LoRA is popular for its efficiency in memory and computational resources but was not designed to prevent catastrophic forgetting. Updating model weights for new data distributions often leads to unpredictable distortions. This can weaken or eliminate safety measures established through reinforcement learning from human feedback (RLHF), which is crucial for avoiding biased and harmful outputs.
Current solutions to mitigate catastrophic forgetting involve extensive manual work by machine learning engineers. This process is unreliable, inconsistent, and time-consuming, with no automated methods available to streamline it.
Tenyx’s method determines which model parameters can be updated to allow learning new data while retaining almost all previously learned information. They project updates made during fine-tuning to a space that doesn’t interfere with the pre-trained data representation.

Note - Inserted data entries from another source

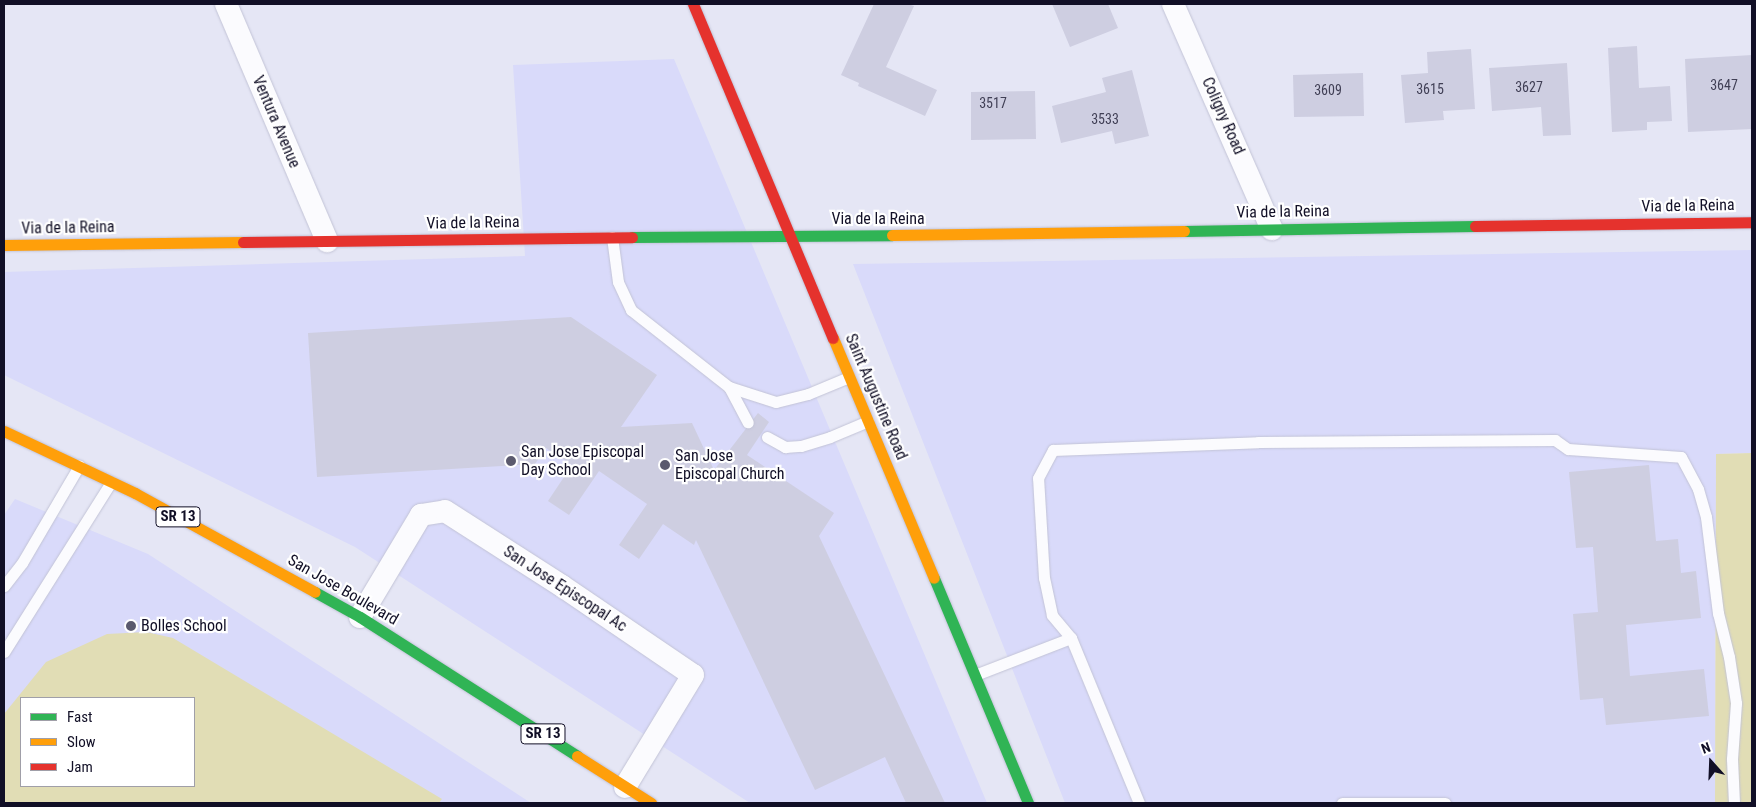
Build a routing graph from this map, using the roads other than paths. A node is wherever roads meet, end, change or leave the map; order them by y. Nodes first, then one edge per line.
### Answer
1 (226, 4) edge
2 (693, 4) edge
3 (1173, 4) edge
4 (1752, 222) edge
5 (1272, 229) junction
6 (790, 235) junction
7 (612, 237) junction
8 (327, 241) junction
9 (4, 245) edge
10 (850, 377) junction
11 (729, 387) junction
12 (868, 421) junction
13 (748, 422) dead end
14 (4, 431) edge
15 (767, 437) dead end
16 (79, 466) junction
17 (112, 482) junction
18 (4, 586) edge
19 (360, 616) junction
20 (1071, 638) junction
21 (4, 652) edge
22 (975, 675) junction
23 (626, 787) junction
24 (651, 803) edge
25 (1028, 803) edge
26 (1139, 803) edge
27 (1342, 803) edge
28 (1445, 803) edge
29 (1734, 803) edge

1 - 8 street, Ventura Avenue
2 - 6 street, Saint Augustine Road
3 - 5 street, Coligny Road
4 - 5 street, Via de la Reina
5 - 6 street, Via de la Reina
6 - 7 street, Via de la Reina
6 - 10 street, Saint Augustine Road
7 - 8 street, Via de la Reina
7 - 11 lane
8 - 9 street, Via de la Reina
10 - 11 lane
10 - 12 street, Saint Augustine Road
11 - 13 lane
12 - 15 lane
12 - 22 street, Saint Augustine Road
14 - 16 street, San Jose Boulevard / SR 13
16 - 17 street, San Jose Boulevard / SR 13
16 - 18 lane
17 - 19 street, San Jose Boulevard / SR 13
17 - 21 lane
19 - 23 street, San Jose Boulevard / SR 13
19 - 23 street, San Jose Episcopal Ac
20 - 22 lane
20 - 26 lane
20 - 29 lane
22 - 25 street, Saint Augustine Road
23 - 24 street, San Jose Boulevard / SR 13
27 - 28 lane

This ensures minimal to no catastrophic forgetting.
Tenyx’s platform leverages a novel mathematical interpretation of the geometric data representations within transformer networks, ensuring that updates during fine-tuning don’t disrupt the captured information. This method retains RLHF protections and complies with regulatory requirements like the White House Executive Order on Safe, Secure, and Trustworthy AI.
In pilot studies comparing popular enterprise and open-source fine-tuning algorithms, Tenyx demonstrated significant gains:
– Safety: Tenyx fine-tuning resulted in an 11% reduction in safety concerns, compared to much higher reductions in other models.
– Proficiency: Llama-2 7B, following Tenyx fine-tuning, showed the highest proficiency among tested models.
– Knowledge: Tenyx had the least loss in knowledge at 3%, significantly outperforming others.
Catastrophic forgetting remains a known issue in deep learning, even for advanced models. Training on new domain data often improves performance in that area but can unintentionally degrade earlier capabilities. Tenyx’s innovative approach offers a promising solution to this enduring challenge.